今まで、無自覚に私の心を踏みにじったことは一生許すことは無いから、このぐらいの仕返しがあっても良いでしょう?
渡り廊下に出ると、エリオス様が声をかけてきた。
「そんなに警戒しないでくださいよ」
「何が望みなのですか?」
「……少し、興味がありまして」
意外だ。悪役令嬢に興味を持つなんて。
「カフェ、『ヴァイオレット』をご存知でしょうか?」
『ヴァイオレット』といえば、私が住み込みで働くこととなったカフェよね。
「存じ上げませんわ」
「面白い話を聞きましてね。なんでも、潰れかけていたカフェにも関わらず突如現れた女性が見たことの無い魔法を使い、繁盛させたと」
魔法……かぁ。
そんな大したことでは無い。
潰れかけていた原因と対処方法を探り、動いたまでのこと。
「そんな魔法があるのなら是非、お目にかかりたいものですわ」
初めて聞いたようなフリをすると、エリオス様は苦笑した。
「……実はあのカフェには何度か行ってましてね。そこであなたにそっくりな方を見まして」
「そ、そうなんですね」
「とても生き生きしていて、新鮮みがありました。とても興味深いですね」
「エリオス様が興味を持つのは珍しいですね。いつもは魔法のことを話すのに」
エリオス様は魔法オタクだ。毎回魔法の話を時間の許される限り話すのだが、今日は魔法のことをあまり話さない。

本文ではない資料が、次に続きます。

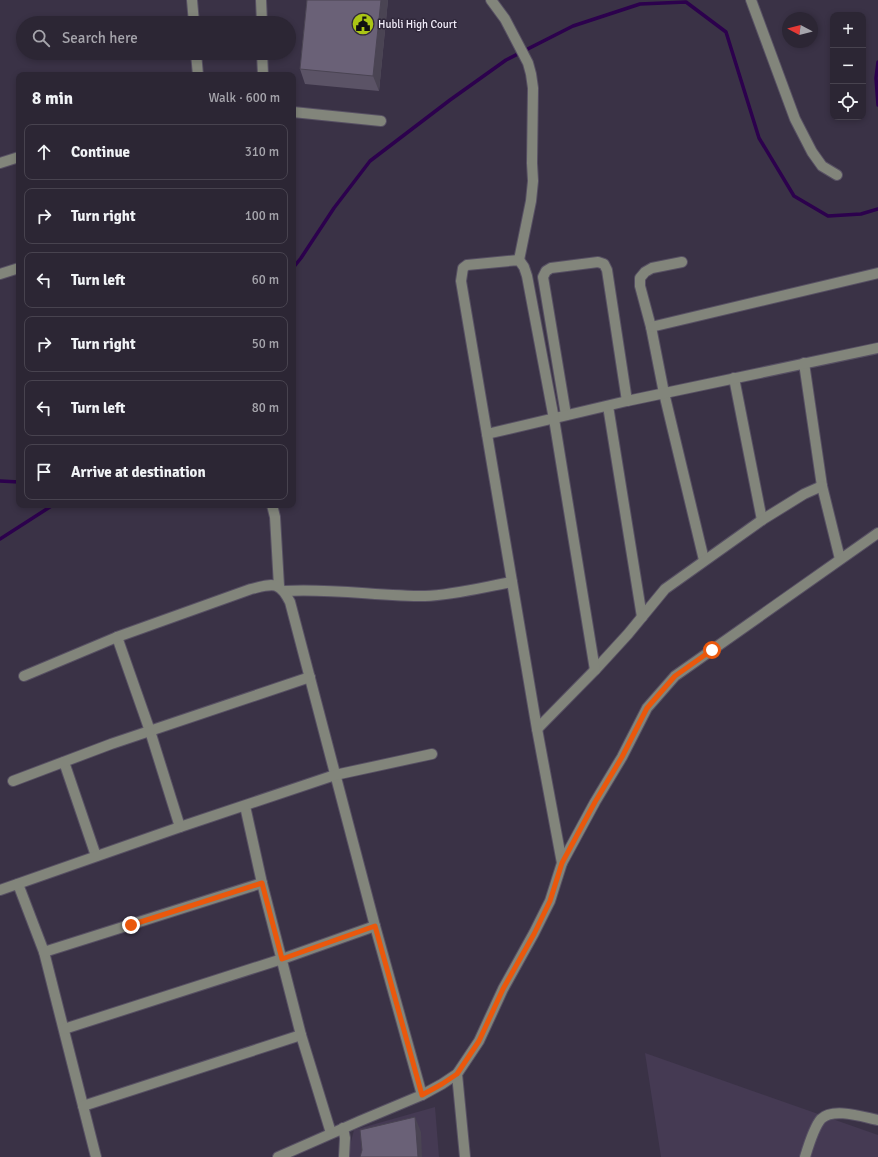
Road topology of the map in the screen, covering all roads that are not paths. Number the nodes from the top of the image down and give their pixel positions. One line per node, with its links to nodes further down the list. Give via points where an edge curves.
1 (192, 0): 5 (street)
2 (261, 0): 6 (street)
3 (491, 0): 16 (street, via 505,19 528,63 533,88 533,181)
4 (751, 0): 15 (street, via 795,119 822,166)
5 (193, 16)
6 (262, 16)
7 (197, 60): 9 (street)
8 (262, 60): 10 (street)
9 (198, 72)
10 (263, 72)
11 (296, 112): 12 (street)
12 (381, 121)
13 (16, 158): 14 (street)
14 (0, 163)
15 (837, 175)
16 (519, 260): 29 (street, via 527,276); 30 (street, via 467,265 461,274)
17 (682, 262): 21 (street, via 652,268 644,272 640,278)
18 (16, 269): 20 (street)
19 (878, 273): 21 (street)
20 (0, 274)
21 (651, 327): 25 (street)
22 (878, 348): 23 (street)
23 (804, 363): 24 (street); 31 (street)
24 (734, 378): 25 (street); 33 (street)
25 (664, 394): 26 (street); 36 (street)
26 (628, 401): 27 (street); 28 (street, via 604,264 598,262 551,268 543,277)
27 (608, 406): 28 (street); 39 (street)
28 (566, 415): 29 (street)
29 (554, 418): 30 (street); 41 (street)
30 (487, 434): 37 (street)
31 (822, 486): 33 (street); 35 (street)
32 (273, 508): 38 (street)
33 (762, 520): 36 (street)
34 (878, 533): 35 (street)
35 (840, 559): 53 (street, via 675,676 647,708)
36 (704, 560): 39 (street, via 665,589)
37 (512, 582): 38 (street, via 425,596); 44 (street)
38 (282, 589): 40 (street, via 270,584 251,589); 43 (street, via 290,602)
39 (642, 617): 41 (street)
40 (117, 638): 42 (street); 45 (street)
41 (595, 670): 44 (street)
42 (24, 676)
43 (310, 677): 45 (street); 48 (street)
44 (537, 729): 53 (street)
45 (150, 731): 47 (street); 51 (street)
46 (432, 754): 48 (street)
47 (64, 762): 49 (street); 52 (street)
48 (335, 775): 50 (street); 57 (street)
49 (13, 782)
50 (245, 806): 51 (street); 54 (street)
51 (180, 827): 52 (street)
52 (96, 856): 55 (street)
53 (562, 863): 62 (street, via 550,901 534,934 503,989 479,1041)
54 (262, 883): 58 (street); 59 (street)
55 (18, 884): 56 (street); 58 (street)
56 (0, 890)
57 (375, 926): 59 (street); 63 (street)
58 (44, 952): 60 (street)
59 (282, 959): 60 (street); 61 (street)
60 (64, 1029): 64 (street)
61 (301, 1035): 64 (street); 67 (street)
62 (457, 1074): 63 (street); 71 (street)
63 (422, 1095): 66 (street)
64 (83, 1106): 68 (street)
65 (878, 1120): 72 (street, via 840,1112 830,1114 821,1119)
66 (343, 1128): 67 (street); 70 (street)
67 (332, 1133): 69 (street)
68 (96, 1157)
69 (278, 1157)
70 (344, 1157)
71 (465, 1157)
72 (805, 1157)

「……ええ、まぁ。ここからが本題です。クリスチアーヌ様、俺・に美味しいケーキを食べさせてください」
私はエリオス様の意外すぎる提案を聞いて、驚いた。
のちにクリスチアーヌ・カートライトは『ヴァイオレット』の店主兼エリオス様のモルモット(世界一美味なケーキを食べさせること)となる。
冷酷な裏側には彼なりの優しさが存在し、またクリスチアーヌは前世で叶わなかった野望が実現されるーー……。
そんな物語であり、エリオス・クロスフォードがかなりの甘党でクリスチアーヌが作った洋菓子が恋しくて堪らなかった……というのはまた別の話である。